Não se pode esperar muito de um mercado que espera vingar somente em resultado da falência de outros segmentos concorrenciais. Em todo o caso, essa tem sido a sina do arrendamento habitacional em Portugal, cujo ganho de relevância é sempre inversamente proporcional à dinâmica económica. Remontando à crise financeira, os dados da Ci mostram que já nessa altura o arrendamento funcionou de facto como porto de abrigo quer para proprietários quer para famílias, uns impossibilitados de vender, outros incapacitados de comprar.

Novamente com a pandemia, essa foi a expectativa gerada, desta vez não tendo por alvo o mercado de compra e venda, mas sim o de alojamento turístico.

Na Ci não temos dados que permitam aferir se houve transferência de fogos do alojamento local para o arrendamento. No entanto, (julgo que somos a única fonte de dados sobre o tema) podemos afirmar que sem qualquer dúvida houve uma quebra na oferta. Os dados do SIR- -Alojamento Local põem isso à evidência, pelo menos no que concerne aos fogos T0 e T1, abrangidos pelo mesmo.

No final de 2019 Lisboa contabilizava cerca de 6 mil T0/T1s no mercado de alojamento local. Já na cidade do Porto, o mercado situava a oferta em cerca de 4,1 mil unidades. Estes são número relativos aos alojamentos ativos no mercado, ou seja, fogos que estavam listados pelo menos numa das principais plataformas de reservas online e que tinham uma atividade mínima recorrente. Com a pandemia, essa oferta caiu para cerca de 2 mil unidades em cada uma das cidades. Ou seja, somente no segmento de T0/T1s, a pandemia levou à saída do mercado de cerca de 6 mil alojamentos, 4 mil em Lisboa e 2 mil no Porto. Não foi coisa pouca (deixo aqui uma nota metodológica para dizer que, com a pandemia, os critérios de classificação dos alojamentos como ativos foram revistos, dado ter passado a ser normal não haver ocupação). Estes números põem em evidência a crise que o setor atravessou. Contudo, olhando para a informação do INE relativa ao número de novos contratos de arrendamento celebrados em Lisboa e Porto, vemos que houve somente pequenas variações, sem demasiado significado. Ou seja, vemos que a redução do mercado de AL não correspondeu a um aumento no arrendamento.

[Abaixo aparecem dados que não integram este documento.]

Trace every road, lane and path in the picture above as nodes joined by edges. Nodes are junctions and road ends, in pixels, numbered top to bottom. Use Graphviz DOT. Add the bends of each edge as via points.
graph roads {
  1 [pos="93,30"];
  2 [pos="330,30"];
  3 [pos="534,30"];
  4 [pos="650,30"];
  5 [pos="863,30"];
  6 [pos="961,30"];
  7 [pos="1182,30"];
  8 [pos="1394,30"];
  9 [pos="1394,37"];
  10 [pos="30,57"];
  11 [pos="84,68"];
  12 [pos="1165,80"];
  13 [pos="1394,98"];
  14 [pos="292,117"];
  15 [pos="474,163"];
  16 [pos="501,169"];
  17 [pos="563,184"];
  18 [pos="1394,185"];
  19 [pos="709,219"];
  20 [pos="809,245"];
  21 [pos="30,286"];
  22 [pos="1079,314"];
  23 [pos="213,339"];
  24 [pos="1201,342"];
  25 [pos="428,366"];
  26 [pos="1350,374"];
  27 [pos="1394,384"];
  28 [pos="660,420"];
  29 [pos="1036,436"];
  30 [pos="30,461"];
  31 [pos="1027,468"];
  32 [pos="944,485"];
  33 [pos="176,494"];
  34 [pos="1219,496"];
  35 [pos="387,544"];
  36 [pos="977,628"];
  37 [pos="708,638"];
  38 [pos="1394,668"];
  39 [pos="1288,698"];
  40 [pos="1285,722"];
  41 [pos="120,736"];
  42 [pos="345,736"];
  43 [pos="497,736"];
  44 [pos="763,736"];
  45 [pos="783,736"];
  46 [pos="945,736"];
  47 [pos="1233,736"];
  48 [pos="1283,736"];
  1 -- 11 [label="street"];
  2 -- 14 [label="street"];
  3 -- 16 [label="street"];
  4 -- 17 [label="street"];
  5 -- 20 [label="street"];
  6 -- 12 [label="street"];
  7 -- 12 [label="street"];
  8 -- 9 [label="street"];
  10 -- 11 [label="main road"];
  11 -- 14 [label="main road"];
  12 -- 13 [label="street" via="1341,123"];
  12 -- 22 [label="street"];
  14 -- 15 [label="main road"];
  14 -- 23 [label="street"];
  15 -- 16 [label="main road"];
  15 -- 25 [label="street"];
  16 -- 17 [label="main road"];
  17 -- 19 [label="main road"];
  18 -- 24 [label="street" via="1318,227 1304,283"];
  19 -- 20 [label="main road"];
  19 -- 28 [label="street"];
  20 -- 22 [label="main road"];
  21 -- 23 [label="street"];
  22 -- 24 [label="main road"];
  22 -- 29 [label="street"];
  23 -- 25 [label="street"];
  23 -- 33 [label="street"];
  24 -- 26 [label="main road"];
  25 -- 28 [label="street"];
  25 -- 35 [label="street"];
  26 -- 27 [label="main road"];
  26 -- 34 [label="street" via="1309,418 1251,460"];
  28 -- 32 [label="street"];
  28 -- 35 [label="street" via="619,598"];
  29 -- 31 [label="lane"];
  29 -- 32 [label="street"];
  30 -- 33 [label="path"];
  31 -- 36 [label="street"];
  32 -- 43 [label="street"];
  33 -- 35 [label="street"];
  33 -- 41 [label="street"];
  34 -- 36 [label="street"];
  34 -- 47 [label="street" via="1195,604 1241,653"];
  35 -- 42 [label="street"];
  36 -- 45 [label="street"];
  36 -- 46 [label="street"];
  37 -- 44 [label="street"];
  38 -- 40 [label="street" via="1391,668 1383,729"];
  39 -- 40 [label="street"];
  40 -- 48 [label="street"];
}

Chegados a 2022, vencida a crise pandémica, começa a materializar-se o regresso à “normalidade”. Em rigor, talvez uma nova normalidade…. Por um lado, se a oferta recuperou parcialmente, posicionando-se em 3,4 mil em Lisboa e 3,1 mil no Porto, a procura terá aumentado mais, fazendo deste o melhor verão para o AL. Quer dizer, para quem esteve no AL. A pressão sentida permitiu recuperar as taxas de ocupação mas, acima de tudo, permitiu fazê-lo apesar da substancial subida nas diárias, alcançando-se um RevPar médio recorde.

Repetindo a capa desta edição, nas zonas históricas de Lisboa e Porto venderam-se noites em T0 e T1 acima dos 300 euros. Um feito histórico, que certamente promoverá um aumento da capacidade no setor.

Não se diabolize o AL. Não se castrem as cidades. Apliquem-se antes as políticas que façam todos os setores funcionar e que permitam converter a economia gerada em alavanca para a criação de mais economia e para a qualificação urbana, em favor dos residentes.